Wednesday, March 10, 2010

I FIND THIS VERY INTERESTING!


http://www.treehugger.com/files/2010/01/rare-brown-and-white-panda-could-be-the-result-of-inbreeding.php

Giant pandas are rare in the wild—WWF estimates the population is around 1,600—but seeing a giant panda with brown fur instead of black is nearly unheard of. When a brown and white panda cub was discovered in China in November, it became the seventh ever observed.While it is not certain what causes the variation, new research suggests that it might be the result of inbreeding which would have serious implications for the viability of the giant panda population in the wild.

"It's time we had a debate about what is causing this because it could be telling us something very important," Tiejun Wang, a spatial ecologist at the University of Twente in Enschede, the Netherlands, explained.
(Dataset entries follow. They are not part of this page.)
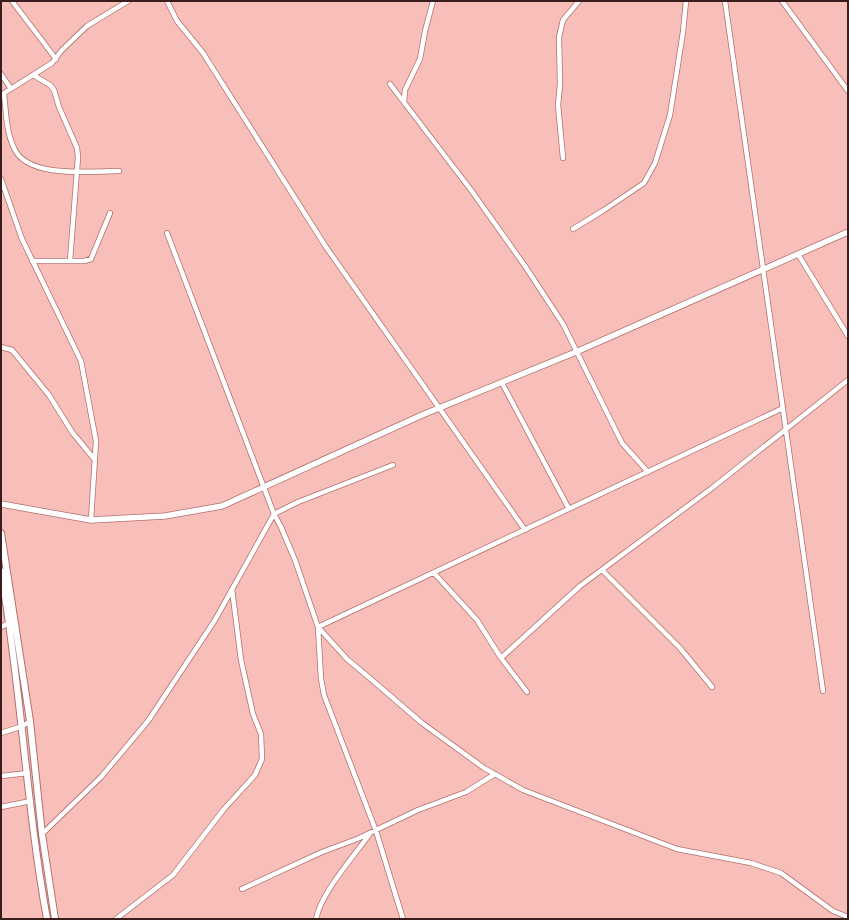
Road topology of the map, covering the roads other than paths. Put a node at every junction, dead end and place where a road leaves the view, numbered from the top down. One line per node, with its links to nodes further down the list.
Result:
1 (12, 1): 9 (street)
2 (128, 1): 9 (street)
3 (168, 1): 34 (street)
4 (433, 1): 16 (street)
5 (579, 1): 17 (street)
6 (686, 1): 22 (street)
7 (725, 1): 28 (street)
8 (782, 1): 14 (street)
9 (56, 59): 11 (street)
10 (1, 74): 13 (street)
11 (33, 75): 13 (street); 18 (street)
12 (390, 84): 16 (street)
13 (11, 89): 15 (street)
14 (848, 91)
15 (2, 94): 18 (street)
16 (404, 102): 31 (street)
17 (563, 158)
18 (77, 170): 19 (street); 27 (street)
19 (119, 171)
20 (1, 179): 26 (street)
21 (110, 213): 27 (street)
22 (573, 229)
23 (848, 232): 25 (street)
24 (167, 233): 40 (street)
25 (798, 254): 28 (street); 29 (street)
26 (32, 261): 27 (street); 37 (street)
27 (70, 261)
28 (764, 270): 31 (street); 35 (street)
29 (848, 336)
30 (1, 347): 37 (street)
31 (576, 352): 33 (street); 39 (street)
32 (848, 380): 36 (street)
33 (502, 383): 34 (street); 42 (street)
34 (441, 408): 40 (street); 45 (street)
35 (783, 408): 36 (street); 39 (street)
36 (786, 430): 47 (street); 56 (street)
37 (95, 460): 44 (street)
38 (393, 465): 43 (street)
39 (648, 472): 42 (street)
40 (264, 486): 43 (street); 44 (street)
41 (1, 504): 44 (street)
42 (569, 509): 45 (street)
43 (274, 514): 50 (street); 53 (street)
44 (91, 520)
45 (525, 530): 49 (street)
46 (1, 533): 58 (main road)
47 (602, 570): 54 (street); 55 (street)
48 (1, 572): 51 (main road)
49 (434, 573): 53 (street); 54 (street)
50 (232, 588): 67 (street); 73 (street)
51 (9, 623): 52 (street); 59 (main road)
52 (1, 627)
53 (318, 627): 62 (street); 66 (street)
54 (501, 658): 57 (street)
55 (712, 687)
56 (824, 691)
57 (527, 692)
58 (30, 721): 59 (street); 67 (main road)
59 (23, 726): 60 (street); 61 (main road)
60 (1, 733)
61 (28, 773): 63 (street); 64 (main road)
62 (495, 774): 66 (street); 70 (street)
63 (1, 776)
64 (31, 801): 65 (street); 71 (main road)
65 (1, 807)
66 (376, 831): 68 (street); 75 (street)
67 (42, 834): 72 (main road)
68 (369, 834): 69 (street); 74 (street)
69 (242, 889)
70 (848, 917)
71 (47, 919)
72 (55, 919)
73 (116, 919)
74 (316, 919)
75 (403, 919)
Based on historical and anecdotal observations, Wang believes that the variation may be caused by a double recessive gene. If this is the case, both the mother and father of a brown-furred cub would have to posses the recessive trait.This would explain why the variation is so rare. It would also suggest that its appearance is indicative of inbreeding in the population. Wang explained:The habitat in the Qinling Mountains is seriously fragmented and the population density is very high...the brown pandas could be an indication of local inbreeding.Such inbreeding is a concern for conservationists because it leads to a population that relies on the same set of adaptations to overcome threats, increasing the probability of extinction.

Studies of the genome, too, have shown that little inbreeding has occurred among pandas. At this point, researchers said, only a careful study of gene sequences and morphology can determine whether the source of the brown panda variation is in the air, the soil, or the shrinking genetic diversity of the giant pandas.